Bug est adapté d'une pièce de théâtre. On dit souvent que les pièces ne font pas de bons films, qu'on finit par y étouffer. On a en tête les adaptations de Tennessee Williams par Kazan, Mankiewicz, Huston. Des huis-clos qui tentent quelques échappées pour "faire cinéma", supportables seulement parce que les acteurs sont grandioses, érotisés à l'extrême par la dramaturgie. Nulle érotisation dans Bug, mais les acteurs, en effet, sont impressionnants (Michael Shannon en tête, qui pousse son jeu jusqu'à la danse, obsédé par l'attaque d'insectes invisibles). Il s'agit bien d'un huis-clos, pourtant le film respire. Il y a une très belle scène, où l'ex-mari de l'héroïne passe la voir et s'étonne qu'elle n'ait pas de télé. "Comment on peut savoir ce qui se passe dans le monde sans télé ?", dit-il. Je crois que c'est la question que s'est posée Friedkin également en réalisant Bug : comment faire pour qu'un huis-clos ne soit pas totalement hermétique au monde actuel, et comment faire, même, pour que ce huis-clos soit le reflet, déformé et grimaçant, du monde dans lequel nous vivons ?

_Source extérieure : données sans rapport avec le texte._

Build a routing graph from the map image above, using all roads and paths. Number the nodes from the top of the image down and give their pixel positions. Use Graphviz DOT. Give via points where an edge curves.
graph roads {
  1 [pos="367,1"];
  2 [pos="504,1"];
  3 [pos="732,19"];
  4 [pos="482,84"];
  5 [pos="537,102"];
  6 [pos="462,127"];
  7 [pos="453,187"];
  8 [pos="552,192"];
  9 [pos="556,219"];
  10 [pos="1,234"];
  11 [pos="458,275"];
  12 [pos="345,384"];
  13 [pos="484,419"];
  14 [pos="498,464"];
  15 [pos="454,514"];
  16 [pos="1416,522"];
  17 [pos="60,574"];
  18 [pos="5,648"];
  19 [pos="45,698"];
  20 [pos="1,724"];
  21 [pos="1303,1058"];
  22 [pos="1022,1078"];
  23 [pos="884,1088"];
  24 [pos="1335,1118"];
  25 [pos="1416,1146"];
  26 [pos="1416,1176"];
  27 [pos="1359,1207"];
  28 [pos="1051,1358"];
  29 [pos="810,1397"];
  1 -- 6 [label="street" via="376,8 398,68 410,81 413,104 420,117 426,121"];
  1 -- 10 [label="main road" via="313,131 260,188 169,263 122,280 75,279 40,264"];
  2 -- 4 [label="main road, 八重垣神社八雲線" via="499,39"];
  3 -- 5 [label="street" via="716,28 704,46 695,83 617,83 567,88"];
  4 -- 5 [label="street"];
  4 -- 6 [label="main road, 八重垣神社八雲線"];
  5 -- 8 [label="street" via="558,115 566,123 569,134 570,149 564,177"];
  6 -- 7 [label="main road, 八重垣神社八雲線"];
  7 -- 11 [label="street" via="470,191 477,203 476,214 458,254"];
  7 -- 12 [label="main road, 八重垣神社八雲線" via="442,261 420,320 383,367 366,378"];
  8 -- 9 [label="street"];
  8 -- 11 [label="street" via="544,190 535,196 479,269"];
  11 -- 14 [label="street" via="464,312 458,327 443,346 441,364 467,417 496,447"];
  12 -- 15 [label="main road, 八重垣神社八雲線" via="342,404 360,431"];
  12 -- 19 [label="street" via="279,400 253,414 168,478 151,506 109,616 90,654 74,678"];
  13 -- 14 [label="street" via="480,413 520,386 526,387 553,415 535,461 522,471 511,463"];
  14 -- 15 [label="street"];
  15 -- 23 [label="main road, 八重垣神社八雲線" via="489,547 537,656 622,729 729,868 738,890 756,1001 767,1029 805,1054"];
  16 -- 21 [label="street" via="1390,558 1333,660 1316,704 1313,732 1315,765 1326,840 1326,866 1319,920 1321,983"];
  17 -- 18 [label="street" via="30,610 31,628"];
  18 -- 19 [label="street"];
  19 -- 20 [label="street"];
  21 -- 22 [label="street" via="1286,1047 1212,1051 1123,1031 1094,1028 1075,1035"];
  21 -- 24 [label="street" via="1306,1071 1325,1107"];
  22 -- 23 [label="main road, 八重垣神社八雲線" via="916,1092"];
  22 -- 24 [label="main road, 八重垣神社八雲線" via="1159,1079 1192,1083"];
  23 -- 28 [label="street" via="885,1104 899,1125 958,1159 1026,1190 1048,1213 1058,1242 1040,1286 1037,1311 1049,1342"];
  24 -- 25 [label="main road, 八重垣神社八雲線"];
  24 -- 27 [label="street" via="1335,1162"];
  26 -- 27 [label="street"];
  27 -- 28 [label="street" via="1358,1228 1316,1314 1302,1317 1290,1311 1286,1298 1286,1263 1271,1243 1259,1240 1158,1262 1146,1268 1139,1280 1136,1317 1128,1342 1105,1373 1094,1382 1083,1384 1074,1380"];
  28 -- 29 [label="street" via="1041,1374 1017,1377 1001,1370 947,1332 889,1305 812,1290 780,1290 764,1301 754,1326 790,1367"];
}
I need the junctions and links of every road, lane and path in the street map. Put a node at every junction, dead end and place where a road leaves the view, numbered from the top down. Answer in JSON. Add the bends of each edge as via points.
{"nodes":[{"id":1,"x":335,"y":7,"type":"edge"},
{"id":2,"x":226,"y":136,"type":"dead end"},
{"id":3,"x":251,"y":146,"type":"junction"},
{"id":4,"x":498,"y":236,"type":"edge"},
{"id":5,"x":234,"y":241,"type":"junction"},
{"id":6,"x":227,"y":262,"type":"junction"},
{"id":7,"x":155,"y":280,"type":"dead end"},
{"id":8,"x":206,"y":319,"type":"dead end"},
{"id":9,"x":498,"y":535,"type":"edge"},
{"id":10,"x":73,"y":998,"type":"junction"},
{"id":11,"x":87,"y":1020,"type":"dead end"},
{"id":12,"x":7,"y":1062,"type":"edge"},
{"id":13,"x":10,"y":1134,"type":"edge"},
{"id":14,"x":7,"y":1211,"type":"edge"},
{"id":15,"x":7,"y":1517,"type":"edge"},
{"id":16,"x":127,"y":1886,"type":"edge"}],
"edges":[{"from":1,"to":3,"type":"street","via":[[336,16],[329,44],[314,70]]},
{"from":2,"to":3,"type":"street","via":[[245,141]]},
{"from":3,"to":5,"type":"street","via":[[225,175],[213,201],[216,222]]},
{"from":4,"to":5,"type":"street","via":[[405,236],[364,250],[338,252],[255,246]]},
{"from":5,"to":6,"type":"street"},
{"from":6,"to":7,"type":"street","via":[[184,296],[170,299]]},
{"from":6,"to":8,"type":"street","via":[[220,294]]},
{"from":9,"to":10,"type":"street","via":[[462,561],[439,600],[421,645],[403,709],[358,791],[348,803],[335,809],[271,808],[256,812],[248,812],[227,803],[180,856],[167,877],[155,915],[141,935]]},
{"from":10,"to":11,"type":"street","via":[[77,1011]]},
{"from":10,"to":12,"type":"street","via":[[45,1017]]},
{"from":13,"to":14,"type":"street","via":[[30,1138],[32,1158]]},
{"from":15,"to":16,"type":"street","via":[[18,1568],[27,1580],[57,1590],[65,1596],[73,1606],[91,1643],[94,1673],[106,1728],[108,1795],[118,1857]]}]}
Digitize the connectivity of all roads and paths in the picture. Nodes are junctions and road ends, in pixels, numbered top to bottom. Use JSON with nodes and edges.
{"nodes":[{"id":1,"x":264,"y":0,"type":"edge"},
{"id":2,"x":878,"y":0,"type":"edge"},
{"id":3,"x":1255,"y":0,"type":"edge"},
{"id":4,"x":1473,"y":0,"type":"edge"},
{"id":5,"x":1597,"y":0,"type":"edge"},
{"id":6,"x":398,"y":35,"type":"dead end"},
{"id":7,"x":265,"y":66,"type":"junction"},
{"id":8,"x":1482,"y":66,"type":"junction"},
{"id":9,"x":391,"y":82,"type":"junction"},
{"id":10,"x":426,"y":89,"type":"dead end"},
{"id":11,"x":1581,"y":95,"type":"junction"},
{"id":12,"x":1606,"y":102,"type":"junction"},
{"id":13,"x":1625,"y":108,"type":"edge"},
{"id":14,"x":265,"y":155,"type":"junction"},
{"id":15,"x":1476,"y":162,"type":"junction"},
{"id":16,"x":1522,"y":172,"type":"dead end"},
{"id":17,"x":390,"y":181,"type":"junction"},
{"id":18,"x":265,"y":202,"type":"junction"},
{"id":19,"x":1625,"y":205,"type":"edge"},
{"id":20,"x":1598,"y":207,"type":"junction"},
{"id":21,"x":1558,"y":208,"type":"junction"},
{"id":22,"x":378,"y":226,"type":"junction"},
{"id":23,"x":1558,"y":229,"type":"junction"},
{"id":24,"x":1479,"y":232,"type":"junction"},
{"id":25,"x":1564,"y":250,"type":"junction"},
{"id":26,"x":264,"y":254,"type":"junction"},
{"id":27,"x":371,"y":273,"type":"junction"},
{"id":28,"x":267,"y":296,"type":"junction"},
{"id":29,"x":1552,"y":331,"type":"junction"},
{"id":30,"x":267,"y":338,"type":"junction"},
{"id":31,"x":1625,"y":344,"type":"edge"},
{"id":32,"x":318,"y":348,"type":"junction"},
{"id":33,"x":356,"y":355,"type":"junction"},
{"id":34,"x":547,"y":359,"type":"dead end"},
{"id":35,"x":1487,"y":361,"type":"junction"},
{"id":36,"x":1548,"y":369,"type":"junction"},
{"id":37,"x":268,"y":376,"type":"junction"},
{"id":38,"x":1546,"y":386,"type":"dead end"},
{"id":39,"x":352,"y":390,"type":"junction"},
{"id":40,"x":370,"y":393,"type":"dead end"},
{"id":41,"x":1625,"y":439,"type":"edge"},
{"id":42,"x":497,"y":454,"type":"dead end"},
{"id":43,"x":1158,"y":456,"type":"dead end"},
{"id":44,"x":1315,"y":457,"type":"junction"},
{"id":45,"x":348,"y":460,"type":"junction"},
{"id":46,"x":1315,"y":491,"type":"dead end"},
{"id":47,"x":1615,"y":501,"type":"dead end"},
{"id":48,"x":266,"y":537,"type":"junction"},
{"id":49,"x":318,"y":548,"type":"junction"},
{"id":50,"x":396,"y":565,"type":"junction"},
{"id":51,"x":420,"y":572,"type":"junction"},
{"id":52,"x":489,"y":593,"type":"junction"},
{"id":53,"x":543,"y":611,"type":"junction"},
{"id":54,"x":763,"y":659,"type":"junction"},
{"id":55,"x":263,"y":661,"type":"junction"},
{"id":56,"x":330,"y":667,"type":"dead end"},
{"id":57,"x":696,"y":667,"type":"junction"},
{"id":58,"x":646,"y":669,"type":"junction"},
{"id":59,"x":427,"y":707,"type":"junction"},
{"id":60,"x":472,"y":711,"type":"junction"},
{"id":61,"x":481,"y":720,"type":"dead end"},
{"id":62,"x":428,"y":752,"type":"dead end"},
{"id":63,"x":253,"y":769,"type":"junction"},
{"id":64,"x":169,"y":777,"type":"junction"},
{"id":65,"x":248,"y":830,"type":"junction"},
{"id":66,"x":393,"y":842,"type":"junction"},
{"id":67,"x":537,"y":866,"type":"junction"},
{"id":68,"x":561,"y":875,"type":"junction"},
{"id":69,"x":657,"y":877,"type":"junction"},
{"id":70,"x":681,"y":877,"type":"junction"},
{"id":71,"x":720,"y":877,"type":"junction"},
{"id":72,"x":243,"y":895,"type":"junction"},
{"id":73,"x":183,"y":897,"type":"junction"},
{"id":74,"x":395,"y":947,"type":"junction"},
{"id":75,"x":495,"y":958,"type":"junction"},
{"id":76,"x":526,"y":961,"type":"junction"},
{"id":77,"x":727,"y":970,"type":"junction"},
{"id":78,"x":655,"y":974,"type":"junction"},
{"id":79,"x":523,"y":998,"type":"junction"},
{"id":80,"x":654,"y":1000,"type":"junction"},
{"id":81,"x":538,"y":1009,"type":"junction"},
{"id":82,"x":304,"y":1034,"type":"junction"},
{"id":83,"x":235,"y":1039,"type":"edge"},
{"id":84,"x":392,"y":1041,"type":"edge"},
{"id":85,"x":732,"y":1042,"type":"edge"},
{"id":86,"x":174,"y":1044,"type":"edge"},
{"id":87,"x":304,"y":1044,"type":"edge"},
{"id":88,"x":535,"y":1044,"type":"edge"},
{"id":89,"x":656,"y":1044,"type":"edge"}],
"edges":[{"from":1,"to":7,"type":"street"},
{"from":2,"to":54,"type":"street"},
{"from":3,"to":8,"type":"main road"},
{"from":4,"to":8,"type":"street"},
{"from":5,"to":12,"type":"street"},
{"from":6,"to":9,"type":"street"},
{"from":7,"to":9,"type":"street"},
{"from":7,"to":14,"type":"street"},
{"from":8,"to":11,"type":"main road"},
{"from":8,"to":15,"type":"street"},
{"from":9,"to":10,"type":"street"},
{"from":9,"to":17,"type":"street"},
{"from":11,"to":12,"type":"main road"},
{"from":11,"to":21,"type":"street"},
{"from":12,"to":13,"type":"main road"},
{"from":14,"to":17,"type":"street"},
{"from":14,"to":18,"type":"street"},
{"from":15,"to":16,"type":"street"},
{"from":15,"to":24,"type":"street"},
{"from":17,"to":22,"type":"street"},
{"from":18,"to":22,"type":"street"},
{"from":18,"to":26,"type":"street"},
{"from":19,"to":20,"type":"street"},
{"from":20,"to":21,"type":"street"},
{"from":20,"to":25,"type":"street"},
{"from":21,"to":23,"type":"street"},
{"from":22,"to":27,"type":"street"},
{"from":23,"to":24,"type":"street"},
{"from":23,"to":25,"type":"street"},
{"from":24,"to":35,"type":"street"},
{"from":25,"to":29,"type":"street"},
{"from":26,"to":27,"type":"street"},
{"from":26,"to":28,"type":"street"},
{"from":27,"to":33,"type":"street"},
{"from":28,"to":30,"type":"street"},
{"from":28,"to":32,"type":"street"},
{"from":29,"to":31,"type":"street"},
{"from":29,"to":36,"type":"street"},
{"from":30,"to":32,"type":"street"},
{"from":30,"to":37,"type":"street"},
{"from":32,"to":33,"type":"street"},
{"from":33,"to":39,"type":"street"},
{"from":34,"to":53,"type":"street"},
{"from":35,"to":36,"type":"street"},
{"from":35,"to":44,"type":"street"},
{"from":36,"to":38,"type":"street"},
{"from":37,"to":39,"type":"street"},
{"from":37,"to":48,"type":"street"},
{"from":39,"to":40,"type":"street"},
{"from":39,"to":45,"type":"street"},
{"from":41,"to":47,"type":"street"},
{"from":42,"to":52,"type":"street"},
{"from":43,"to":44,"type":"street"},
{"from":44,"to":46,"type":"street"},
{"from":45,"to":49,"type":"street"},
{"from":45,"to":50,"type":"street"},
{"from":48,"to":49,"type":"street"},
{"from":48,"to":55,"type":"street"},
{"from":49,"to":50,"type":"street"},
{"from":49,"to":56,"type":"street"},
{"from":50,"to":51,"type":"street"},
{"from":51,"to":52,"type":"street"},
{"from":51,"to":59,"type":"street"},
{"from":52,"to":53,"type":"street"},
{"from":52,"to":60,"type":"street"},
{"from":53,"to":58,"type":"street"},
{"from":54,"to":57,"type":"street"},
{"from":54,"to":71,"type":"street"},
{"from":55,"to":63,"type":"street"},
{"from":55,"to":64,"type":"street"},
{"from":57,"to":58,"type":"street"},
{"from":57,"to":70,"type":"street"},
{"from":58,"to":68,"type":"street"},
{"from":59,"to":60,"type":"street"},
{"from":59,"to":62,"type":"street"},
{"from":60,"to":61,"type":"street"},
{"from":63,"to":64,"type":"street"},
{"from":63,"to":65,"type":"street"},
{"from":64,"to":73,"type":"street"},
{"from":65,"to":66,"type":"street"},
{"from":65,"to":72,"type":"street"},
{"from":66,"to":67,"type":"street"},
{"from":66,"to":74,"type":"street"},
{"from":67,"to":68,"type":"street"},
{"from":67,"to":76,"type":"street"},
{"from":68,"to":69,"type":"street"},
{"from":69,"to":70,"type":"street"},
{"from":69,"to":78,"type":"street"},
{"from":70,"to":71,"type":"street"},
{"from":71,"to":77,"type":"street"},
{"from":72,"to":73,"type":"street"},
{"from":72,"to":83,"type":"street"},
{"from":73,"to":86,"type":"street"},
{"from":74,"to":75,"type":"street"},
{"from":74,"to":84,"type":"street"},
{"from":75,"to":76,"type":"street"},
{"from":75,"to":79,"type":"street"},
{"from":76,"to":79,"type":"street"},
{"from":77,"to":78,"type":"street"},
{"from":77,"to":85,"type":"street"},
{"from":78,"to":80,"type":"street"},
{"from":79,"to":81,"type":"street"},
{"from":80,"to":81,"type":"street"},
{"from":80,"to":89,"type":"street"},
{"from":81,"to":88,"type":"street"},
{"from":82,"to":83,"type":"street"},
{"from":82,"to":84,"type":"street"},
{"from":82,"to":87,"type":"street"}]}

Il y parvient, d'abord par les indices du scénario qui ne sont jamais laissés pour compte, toujours rejoints à un moment ou à un autre par la mise en scène. Il est question de la guerre du Golfe, des hélicoptères survolent le motel ; de la surveillance généralisée, quelqu'un sonne à la porte pour livrer une pizza... C'est très simple, mais ça fonctionne. Ca fonctionne parce que tout cela est pris dans un délire global, qui n'est pas seulement psychologique, mais aussi chorégraphique et esthétique. De plus en plus, les corps adoptent des postures étranges, grotesques mais jamais moquées, folles mais ne s'arrêtant pas pour dénoncer leur folie et repartir d'un bon pied. Dans Bug, tout repart du mauvais pied tout le temps. Enfin, la chambre de motel se change en installation d'art contemporain : Friedkin fait exploser le décor (au risque de donner à voir le studio qui l'abrite) en le déréalisant. Toujours de façon sensée (l'aluminium est justifié, tout l'est), mais contre le réalisme et la simplicité. Et c'est en transformant (plus qu'en démolissant) peu à peu le lieu de l'action, que l'action elle-même nous apparaît comme la transformation de quelque chose d'autre, bien plus vaste que ce qui est dit. Le monde est là, tout entier contenu dans la paranoïa des deux amants obsédés par les insectes. Et plus ils se retranchent du monde, plus le monde entre dans leur système délirant. C'est un délire vorace que nous voyons croître, se nourrissant du moindre signe venant de l'extérieur pour ne pas se laisser enrayer. Le spectacle est grandiose et bien moins étriqué que ce qu'on aurait pu en penser a priori.